# S.A.R. Flieger-Chronograph - arrived



## Steverino 417

Evening All from London,

New to the forum and new to Muhle - I've just ordered a SAR Flieger-Chronograph on the rubber strap:






































Really looking forward to receiving it: the only slight problem is that there is a 10-12 week wait for the factory to produce them! So will just have to be patient.

I still can't decide if it's more of a dive watch or more of a flieger. Either way, I love it


----------



## BobMartian

That piece is amazing. I have the SAR Rescue Timer and the quality is superb.


----------



## webicons

Post wrist shots when it arrives! I’ve always been fascinated with this model. It was on my short list for a long time but I decided that it would probably wear too tall. You don’t see them around here very often.


----------



## Steverino 417

Thanks Bob, I like the Rescue Timer a lot, that is one hell of a tough watch. The fact that I'm a left hander and the Flieger-Chrono is effectively a left handers watch (even if it wasnt designed that way) was a big selling point for me.


----------



## Steverino 417

Webicons, will do - although you'll need to be as patient as me, since it probably won't land until late April given the lead time. I'm guessing their production is suffering due to the lockdown?


----------



## BobMartian

Steverino 417 said:


> Thanks Bob, I like the Rescue Timer a lot, that is one hell of a tough watch. The fact that I'm a left hander and the Flieger-Chrono is effectively a left handers watch (even if it wasnt designed that way) was a big selling point for me.


Definitely one of the nicer left side crown cases I've seen. I assume they put it on the left side for the same reasons as the Omega Ploprof. All those knobs might interfere with the bending of your wrist.


----------



## Steverino 417

I think you're right about why they put the pushers on the left - I recall seeing it written somewhere in one of the reviews. I'm taking it as an opportunity to add to my small sub collection of watches for left handers - already have 2 of a similar size with large crowns and I have no problems with them interfering with my wrist bending, so I'm taking an educated guess that this will also be OK.

Will let you know in April!


----------



## NC_Hager626

Nice.

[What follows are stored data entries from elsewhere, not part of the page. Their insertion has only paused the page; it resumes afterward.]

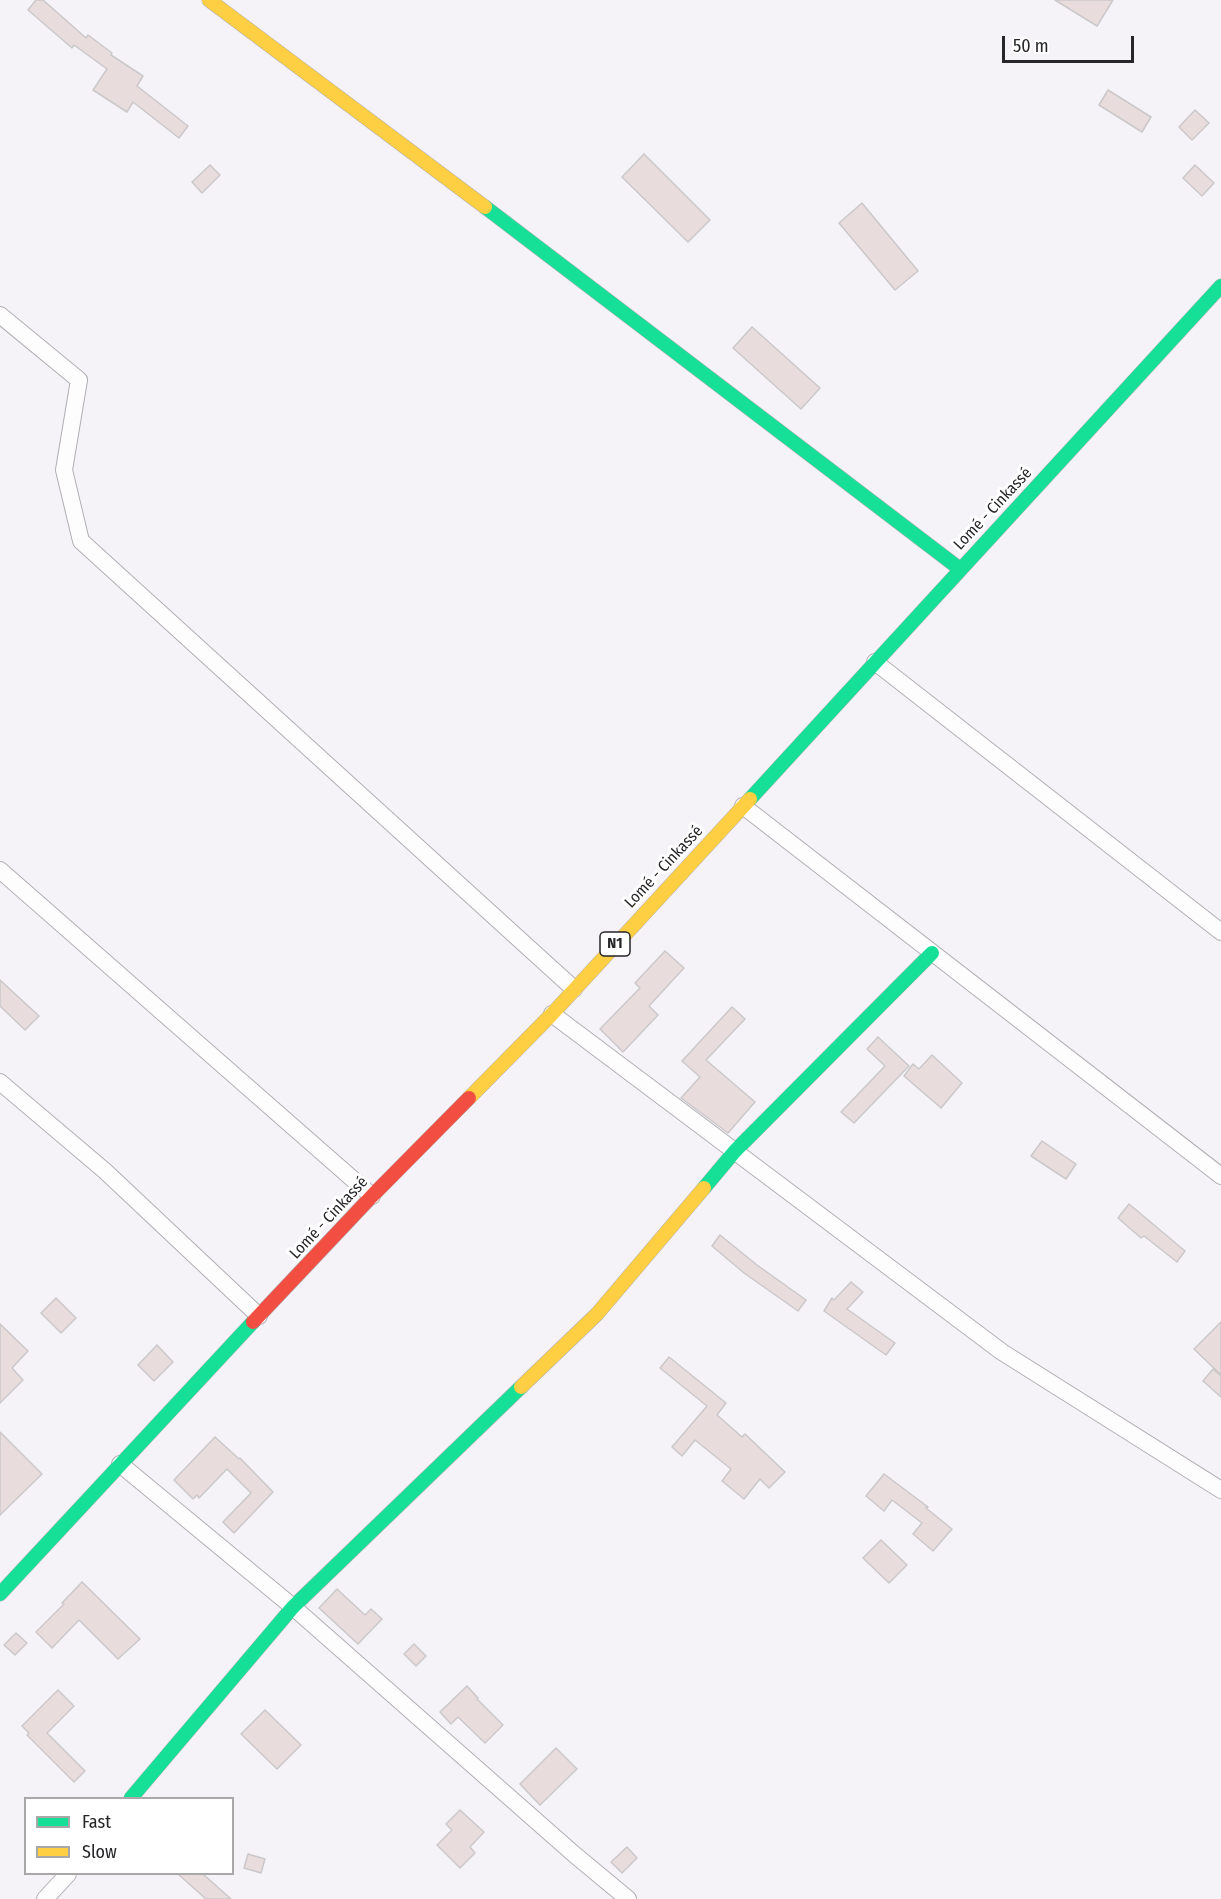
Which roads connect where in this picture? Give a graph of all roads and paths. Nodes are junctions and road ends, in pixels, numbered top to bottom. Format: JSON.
{"nodes":[{"id":1,"x":209,"y":0,"type":"edge"},
{"id":2,"x":1221,"y":286,"type":"edge"},
{"id":3,"x":0,"y":315,"type":"edge"},
{"id":4,"x":960,"y":569,"type":"junction"},
{"id":5,"x":875,"y":662,"type":"junction"},
{"id":6,"x":742,"y":806,"type":"junction"},
{"id":7,"x":0,"y":870,"type":"edge"},
{"id":8,"x":1221,"y":932,"type":"edge"},
{"id":9,"x":932,"y":952,"type":"junction"},
{"id":10,"x":574,"y":989,"type":"junction"},
{"id":11,"x":552,"y":1014,"type":"junction"},
{"id":12,"x":0,"y":1082,"type":"edge"},
{"id":13,"x":735,"y":1151,"type":"junction"},
{"id":14,"x":1221,"y":1176,"type":"edge"},
{"id":15,"x":372,"y":1196,"type":"junction"},
{"id":16,"x":259,"y":1316,"type":"junction"},
{"id":17,"x":120,"y":1464,"type":"junction"},
{"id":18,"x":1221,"y":1490,"type":"edge"},
{"id":19,"x":0,"y":1594,"type":"edge"},
{"id":20,"x":293,"y":1607,"type":"junction"},
{"id":21,"x":132,"y":1797,"type":"edge"},
{"id":22,"x":67,"y":1875,"type":"edge"},
{"id":23,"x":45,"y":1899,"type":"edge"},
{"id":24,"x":628,"y":1899,"type":"edge"}],
"edges":[{"from":1,"to":4,"type":"main road"},
{"from":2,"to":4,"type":"main road","name":"Lomé - Cinkassé","number":"N1"},
{"from":3,"to":10,"type":"street"},
{"from":4,"to":5,"type":"main road","name":"Lomé - Cinkassé","number":"N1"},
{"from":5,"to":6,"type":"main road","name":"Lomé - Cinkassé","number":"N1"},
{"from":5,"to":8,"type":"street"},
{"from":6,"to":9,"type":"street"},
{"from":6,"to":10,"type":"main road","name":"Lomé - Cinkassé","number":"N1"},
{"from":7,"to":15,"type":"street"},
{"from":9,"to":13,"type":"main road"},
{"from":9,"to":14,"type":"street"},
{"from":10,"to":11,"type":"main road","name":"Lomé - Cinkassé","number":"N1"},
{"from":11,"to":13,"type":"street"},
{"from":11,"to":15,"type":"main road","name":"Lomé - Cinkassé","number":"N1"},
{"from":12,"to":16,"type":"street"},
{"from":13,"to":18,"type":"street"},
{"from":13,"to":20,"type":"main road"},
{"from":15,"to":16,"type":"main road","name":"Lomé - Cinkassé","number":"N1"},
{"from":16,"to":17,"type":"main road","name":"Lomé - Cinkassé","number":"N1"},
{"from":17,"to":19,"type":"main road","name":"Lomé - Cinkassé","number":"N1"},
{"from":17,"to":20,"type":"street"},
{"from":20,"to":21,"type":"main road"},
{"from":20,"to":24,"type":"street"},
{"from":22,"to":23,"type":"street"}]}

Looking forward to reading your initial impressions and pics on its arrival.


----------



## Simon

Welcome
This is a superb watch - I have been very tempted by it for some time - quality made & unique looking - flieger diver


----------



## Camguy

Those rock. I can tell you the strap is fantastic.


----------



## Steverino 417

Thanks Simon,

Sounds as if there is a bit of interest in this watch so I will be sure to post pics and initial impressions when it turns up. Like you, I think the Flieger-Diver hybrid is pretty unique: as Fliegers and Divers are my preferred categories of watch, I was looking for a second sports type chronograph to add to the collection and it ticks the left handers box, then for me it was a bit of a no-brainer.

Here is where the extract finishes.